Journal of Proteomics & Bioinformatics
Open Access
ISSN: 0974-276X
ISSN: 0974-276X
Kelly Yan
Novartis Institutes for BioMedical Research, USA
Scientific Tracks Abstracts: J Proteomics Bioinform
Midkine (MDK) belong to a newly evolving family of secreted neurotrophic and developmentally regulated heparin-binding molecules, which also includes pleiotrophin (PTN). Both proteins are involved in promoting neurite outgrowth. Various studies have shown that MDK is involved in cell mitogenesis, transformation, survival, migration and angiogenesis. Moreover, MDK is over-expressed in a number of human cancers; therefore it has become an attractive target for developing cancer therapeutics. Active recombinant human MDK (rhMDK) can be a critical reagent for cell assay development as well as generation of small molecule inhibitors or antibodies for therapeutic drug discovery. MDK is a cysteine-rich 13 kDa protein containing five disulfide bonds (C15-C39, C23-C48, C30-C52, C62-C94 and C72-C104). Expressing and purifying such a protein can be challenging, mainly because the disulfide bonds have to be properly formed to preserve its activity. Traditionally, proteins with disulfide bonds are purified under a denaturing environment and then re-folded. In this study, we expressed (rhMDK) in the Escherichia coli Origami 2 (DE3) strain, which carries a (trxB-/gor522-) double mutation. Soluble rhMDK was expressed at a high level in this strain and protein purification required only one step of heparin affinity chromatography followed by a size exclusion polishing step, without an inclusion body preparation and refolding process. Seven milligrams of rhMDK with high purity were obtained from a 3 L culture. All 10 cysteines were confirmed to be engaged in correct disulfide bond linkages by mass spectrometry analysis. Activity of purified rhMDK was confirmed by a neurite outgrowth assay using rat cerebellar granule cells. Our study demonstrated a very simple and useful technique for producing disulfide bonds-containing bioactive protein with high purity.

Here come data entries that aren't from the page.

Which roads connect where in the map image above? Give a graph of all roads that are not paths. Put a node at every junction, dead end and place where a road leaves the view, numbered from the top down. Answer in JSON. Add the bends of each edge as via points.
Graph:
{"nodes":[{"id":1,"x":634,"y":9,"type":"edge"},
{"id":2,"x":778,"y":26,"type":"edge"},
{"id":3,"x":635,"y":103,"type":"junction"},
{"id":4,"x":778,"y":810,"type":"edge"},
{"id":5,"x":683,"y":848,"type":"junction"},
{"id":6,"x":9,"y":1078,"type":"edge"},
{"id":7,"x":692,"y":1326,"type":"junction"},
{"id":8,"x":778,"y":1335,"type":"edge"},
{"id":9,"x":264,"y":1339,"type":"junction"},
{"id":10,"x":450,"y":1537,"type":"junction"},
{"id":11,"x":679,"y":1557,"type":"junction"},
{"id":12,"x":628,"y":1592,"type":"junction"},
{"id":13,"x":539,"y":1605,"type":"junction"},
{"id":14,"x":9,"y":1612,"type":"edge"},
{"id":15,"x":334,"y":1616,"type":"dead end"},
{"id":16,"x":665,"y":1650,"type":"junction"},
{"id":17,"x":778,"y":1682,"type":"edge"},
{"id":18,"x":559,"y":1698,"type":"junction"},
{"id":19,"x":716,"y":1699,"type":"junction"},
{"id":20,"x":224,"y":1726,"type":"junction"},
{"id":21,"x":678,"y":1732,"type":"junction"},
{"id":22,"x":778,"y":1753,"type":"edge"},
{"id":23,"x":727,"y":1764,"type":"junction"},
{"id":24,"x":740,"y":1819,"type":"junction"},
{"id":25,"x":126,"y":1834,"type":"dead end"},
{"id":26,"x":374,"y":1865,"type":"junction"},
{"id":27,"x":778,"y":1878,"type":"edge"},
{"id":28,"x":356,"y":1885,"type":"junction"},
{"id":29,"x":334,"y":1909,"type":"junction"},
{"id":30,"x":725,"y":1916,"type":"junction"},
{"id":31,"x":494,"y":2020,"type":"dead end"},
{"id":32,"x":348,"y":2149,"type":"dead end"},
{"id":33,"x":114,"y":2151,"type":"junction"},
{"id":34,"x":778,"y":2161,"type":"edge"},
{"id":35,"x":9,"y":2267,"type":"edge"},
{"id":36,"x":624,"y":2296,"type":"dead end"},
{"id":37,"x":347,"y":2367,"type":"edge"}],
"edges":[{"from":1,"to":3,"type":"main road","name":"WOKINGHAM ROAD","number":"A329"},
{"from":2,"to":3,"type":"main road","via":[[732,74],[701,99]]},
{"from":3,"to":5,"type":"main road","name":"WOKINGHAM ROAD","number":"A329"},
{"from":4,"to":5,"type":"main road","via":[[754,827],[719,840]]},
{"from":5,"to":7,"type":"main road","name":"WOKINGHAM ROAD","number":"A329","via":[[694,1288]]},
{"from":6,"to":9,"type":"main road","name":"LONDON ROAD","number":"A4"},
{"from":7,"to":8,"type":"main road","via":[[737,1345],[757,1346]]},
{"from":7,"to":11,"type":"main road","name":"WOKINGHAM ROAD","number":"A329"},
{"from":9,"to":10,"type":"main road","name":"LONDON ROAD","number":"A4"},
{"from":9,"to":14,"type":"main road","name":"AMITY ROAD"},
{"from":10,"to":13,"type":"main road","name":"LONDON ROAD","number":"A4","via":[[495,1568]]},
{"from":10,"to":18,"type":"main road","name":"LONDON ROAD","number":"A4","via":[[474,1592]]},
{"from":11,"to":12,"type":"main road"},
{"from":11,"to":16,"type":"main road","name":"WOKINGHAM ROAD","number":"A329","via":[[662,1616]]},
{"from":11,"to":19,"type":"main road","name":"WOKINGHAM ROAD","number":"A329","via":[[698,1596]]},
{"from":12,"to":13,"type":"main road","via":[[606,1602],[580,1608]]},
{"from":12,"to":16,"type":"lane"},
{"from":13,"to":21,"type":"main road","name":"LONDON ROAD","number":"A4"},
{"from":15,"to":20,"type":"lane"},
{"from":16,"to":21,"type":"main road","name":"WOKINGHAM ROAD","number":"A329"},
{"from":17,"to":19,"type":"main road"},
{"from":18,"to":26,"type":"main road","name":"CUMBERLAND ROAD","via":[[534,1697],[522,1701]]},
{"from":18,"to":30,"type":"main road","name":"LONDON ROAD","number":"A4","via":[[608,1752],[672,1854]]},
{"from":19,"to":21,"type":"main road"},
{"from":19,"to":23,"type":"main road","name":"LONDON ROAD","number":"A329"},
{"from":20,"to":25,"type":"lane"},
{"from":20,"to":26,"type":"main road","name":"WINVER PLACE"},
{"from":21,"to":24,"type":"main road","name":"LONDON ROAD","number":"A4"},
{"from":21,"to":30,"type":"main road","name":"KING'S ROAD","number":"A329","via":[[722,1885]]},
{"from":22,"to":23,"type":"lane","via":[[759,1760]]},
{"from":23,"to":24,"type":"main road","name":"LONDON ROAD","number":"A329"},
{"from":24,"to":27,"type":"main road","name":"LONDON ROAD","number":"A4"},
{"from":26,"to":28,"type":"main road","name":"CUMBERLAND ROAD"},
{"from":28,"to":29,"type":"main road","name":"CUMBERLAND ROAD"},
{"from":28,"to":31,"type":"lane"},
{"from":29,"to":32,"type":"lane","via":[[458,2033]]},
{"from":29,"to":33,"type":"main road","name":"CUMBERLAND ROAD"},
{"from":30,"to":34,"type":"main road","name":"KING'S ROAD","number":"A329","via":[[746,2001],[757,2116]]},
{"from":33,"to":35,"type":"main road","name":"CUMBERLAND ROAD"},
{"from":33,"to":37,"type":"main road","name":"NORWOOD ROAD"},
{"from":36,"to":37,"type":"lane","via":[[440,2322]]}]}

Kelly Yan has over 17 years of biopharmaceutical experience in the field of protein biochemistry focusing on protein expression, purification and characterization. Her passion has been on difficult-to-produce proteins, from kinases with different phosphorylation status and activities to protein complexes with conformational changes and functions. She has received her MD degree in Shanghai, China before she started her graduate studies in SFSU and research in Charles Craik Lab in UCSF.